## Stored data
================================

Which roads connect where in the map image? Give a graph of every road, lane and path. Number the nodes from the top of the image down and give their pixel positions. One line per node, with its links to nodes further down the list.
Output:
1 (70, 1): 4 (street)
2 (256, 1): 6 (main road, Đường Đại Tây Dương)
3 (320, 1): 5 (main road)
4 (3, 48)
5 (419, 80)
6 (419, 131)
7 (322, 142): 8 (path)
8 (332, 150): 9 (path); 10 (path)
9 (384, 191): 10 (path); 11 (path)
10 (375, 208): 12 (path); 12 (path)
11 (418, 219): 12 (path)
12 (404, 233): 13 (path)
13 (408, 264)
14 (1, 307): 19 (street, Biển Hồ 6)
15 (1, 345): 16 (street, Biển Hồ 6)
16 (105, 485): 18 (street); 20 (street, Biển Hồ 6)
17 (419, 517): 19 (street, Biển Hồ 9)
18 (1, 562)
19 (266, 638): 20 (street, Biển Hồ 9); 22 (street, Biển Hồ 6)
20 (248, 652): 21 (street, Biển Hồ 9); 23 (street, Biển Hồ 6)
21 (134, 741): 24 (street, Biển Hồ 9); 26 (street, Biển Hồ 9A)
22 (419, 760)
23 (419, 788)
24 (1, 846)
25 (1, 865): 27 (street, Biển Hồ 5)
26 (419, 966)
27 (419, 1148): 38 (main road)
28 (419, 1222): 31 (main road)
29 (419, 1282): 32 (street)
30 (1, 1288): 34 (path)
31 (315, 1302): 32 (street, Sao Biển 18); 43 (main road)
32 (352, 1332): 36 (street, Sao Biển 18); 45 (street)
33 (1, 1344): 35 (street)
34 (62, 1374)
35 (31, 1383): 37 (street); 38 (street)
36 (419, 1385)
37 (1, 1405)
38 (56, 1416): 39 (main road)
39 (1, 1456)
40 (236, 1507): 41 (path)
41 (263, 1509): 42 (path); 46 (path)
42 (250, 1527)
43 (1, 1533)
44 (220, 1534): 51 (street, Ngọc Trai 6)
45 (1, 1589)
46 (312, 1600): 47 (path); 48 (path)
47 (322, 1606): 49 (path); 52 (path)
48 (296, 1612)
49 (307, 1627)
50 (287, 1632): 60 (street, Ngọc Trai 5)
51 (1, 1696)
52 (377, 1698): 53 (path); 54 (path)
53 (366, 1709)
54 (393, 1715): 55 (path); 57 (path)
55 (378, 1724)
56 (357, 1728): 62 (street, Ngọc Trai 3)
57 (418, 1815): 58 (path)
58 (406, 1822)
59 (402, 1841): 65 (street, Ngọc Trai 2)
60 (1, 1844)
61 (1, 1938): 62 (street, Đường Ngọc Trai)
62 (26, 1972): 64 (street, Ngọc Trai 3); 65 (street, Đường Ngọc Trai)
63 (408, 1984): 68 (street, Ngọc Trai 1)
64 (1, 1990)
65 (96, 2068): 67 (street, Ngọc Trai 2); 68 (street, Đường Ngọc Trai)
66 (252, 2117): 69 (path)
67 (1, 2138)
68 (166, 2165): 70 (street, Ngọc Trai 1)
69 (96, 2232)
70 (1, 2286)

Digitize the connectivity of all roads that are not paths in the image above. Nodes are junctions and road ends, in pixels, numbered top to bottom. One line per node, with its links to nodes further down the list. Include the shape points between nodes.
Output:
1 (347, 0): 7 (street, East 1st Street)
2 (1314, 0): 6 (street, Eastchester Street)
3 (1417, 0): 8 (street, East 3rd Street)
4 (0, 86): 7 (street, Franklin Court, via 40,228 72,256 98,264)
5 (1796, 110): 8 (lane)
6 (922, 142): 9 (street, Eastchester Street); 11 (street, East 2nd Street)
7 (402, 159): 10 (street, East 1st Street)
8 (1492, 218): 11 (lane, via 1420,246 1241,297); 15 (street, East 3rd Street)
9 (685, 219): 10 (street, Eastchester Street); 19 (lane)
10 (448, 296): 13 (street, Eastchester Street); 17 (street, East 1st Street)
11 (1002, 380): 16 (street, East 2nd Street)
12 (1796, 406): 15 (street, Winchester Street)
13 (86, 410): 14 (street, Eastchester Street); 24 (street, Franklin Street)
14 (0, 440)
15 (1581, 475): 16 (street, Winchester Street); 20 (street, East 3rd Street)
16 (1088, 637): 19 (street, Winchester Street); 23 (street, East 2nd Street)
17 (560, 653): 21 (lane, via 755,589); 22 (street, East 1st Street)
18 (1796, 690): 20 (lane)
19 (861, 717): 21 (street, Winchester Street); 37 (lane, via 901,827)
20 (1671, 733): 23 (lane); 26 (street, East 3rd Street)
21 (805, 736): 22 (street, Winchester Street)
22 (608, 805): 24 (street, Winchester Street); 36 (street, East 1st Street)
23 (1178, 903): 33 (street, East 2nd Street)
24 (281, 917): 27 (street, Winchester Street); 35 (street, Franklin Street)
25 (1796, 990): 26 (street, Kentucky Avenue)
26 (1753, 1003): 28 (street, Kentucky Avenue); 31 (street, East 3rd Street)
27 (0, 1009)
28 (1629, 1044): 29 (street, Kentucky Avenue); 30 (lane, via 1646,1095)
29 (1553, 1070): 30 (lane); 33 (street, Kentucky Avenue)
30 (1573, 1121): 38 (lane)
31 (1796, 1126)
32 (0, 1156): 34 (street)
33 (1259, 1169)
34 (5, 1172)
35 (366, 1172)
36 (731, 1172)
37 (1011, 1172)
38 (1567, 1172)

================================

## Your instructions
In the records above, find each line that mentions the string "Trai", then copy it.

## Output of the exercise
44 (220, 1534): 51 (street, Ngọc Trai 6)
50 (287, 1632): 60 (street, Ngọc Trai 5)
56 (357, 1728): 62 (street, Ngọc Trai 3)
59 (402, 1841): 65 (street, Ngọc Trai 2)
61 (1, 1938): 62 (street, Đường Ngọc Trai)
62 (26, 1972): 64 (street, Ngọc Trai 3); 65 (street, Đường Ngọc Trai)
63 (408, 1984): 68 (street, Ngọc Trai 1)
65 (96, 2068): 67 (street, Ngọc Trai 2); 68 (street, Đường Ngọc Trai)
68 (166, 2165): 70 (street, Ngọc Trai 1)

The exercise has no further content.